**TASK GOAL:** Each line of the data holding "every" should be found and copied.

##### DATASET CONTENT #####

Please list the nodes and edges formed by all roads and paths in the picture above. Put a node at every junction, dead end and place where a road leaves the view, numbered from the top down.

#####
##### DATASET CONTENT #####

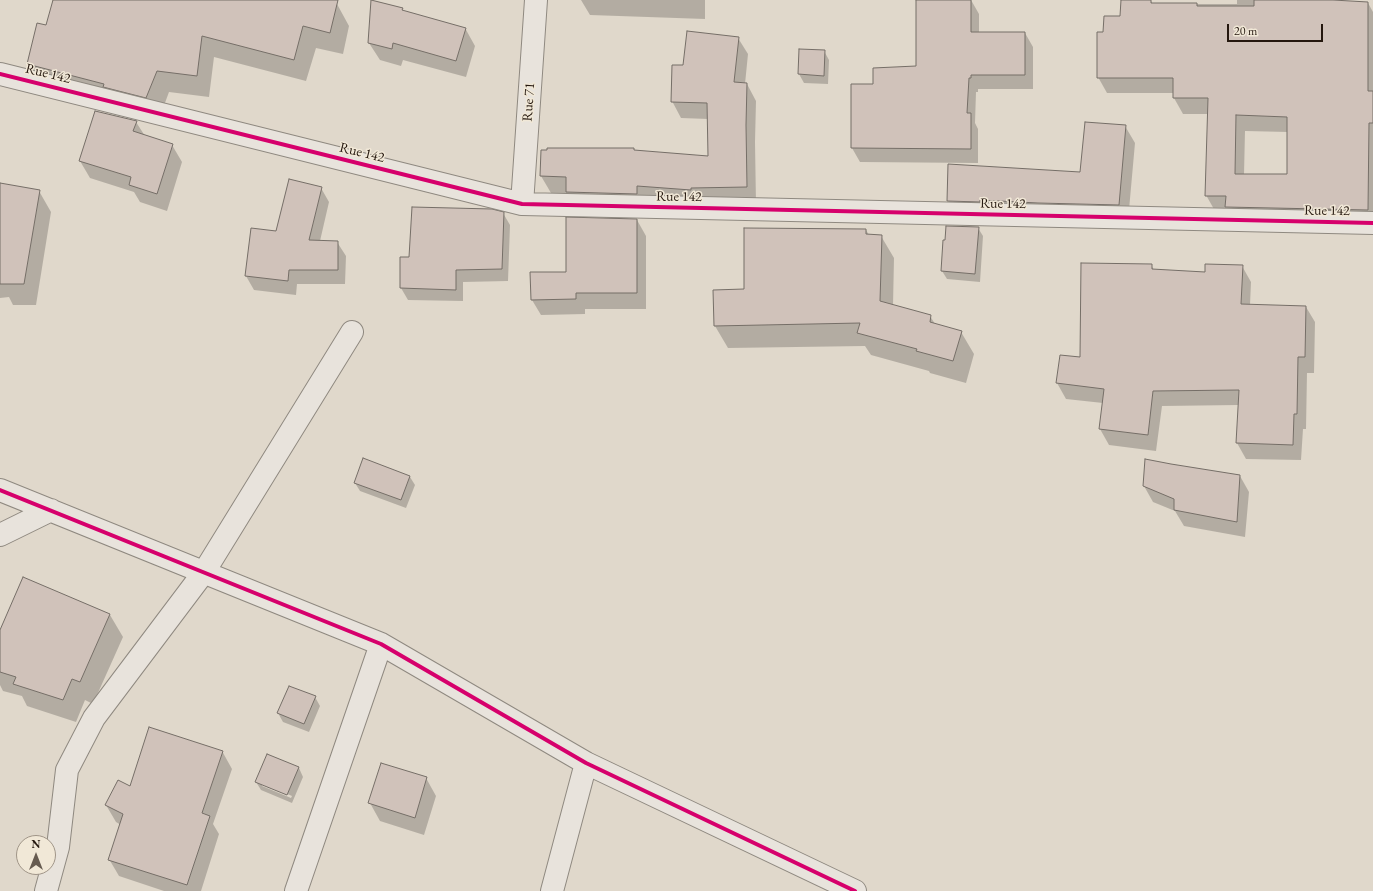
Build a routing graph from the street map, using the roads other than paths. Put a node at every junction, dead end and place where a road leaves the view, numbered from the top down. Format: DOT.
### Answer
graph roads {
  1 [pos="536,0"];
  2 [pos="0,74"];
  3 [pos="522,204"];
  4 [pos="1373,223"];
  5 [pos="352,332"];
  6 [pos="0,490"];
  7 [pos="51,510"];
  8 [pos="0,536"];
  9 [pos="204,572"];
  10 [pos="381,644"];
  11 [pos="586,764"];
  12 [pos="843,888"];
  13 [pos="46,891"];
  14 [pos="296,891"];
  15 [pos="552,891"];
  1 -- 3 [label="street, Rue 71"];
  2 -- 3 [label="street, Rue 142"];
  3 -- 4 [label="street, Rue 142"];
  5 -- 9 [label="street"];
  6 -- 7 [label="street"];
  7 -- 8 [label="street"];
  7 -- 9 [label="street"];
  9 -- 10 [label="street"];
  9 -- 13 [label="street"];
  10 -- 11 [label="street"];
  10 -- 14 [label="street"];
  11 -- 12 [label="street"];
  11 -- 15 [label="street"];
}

#####

**SOLUTION FOR THIS TASK:**
Please list the nodes and edges formed by all roads and paths in the picture above. Put a node at every junction, dead end and place where a road leaves the view, numbered from the top down.
Build a routing graph from the street map, using the roads other than paths. Put a node at every junction, dead end and place where a road leaves the view, numbered from the top down. Format: DOT.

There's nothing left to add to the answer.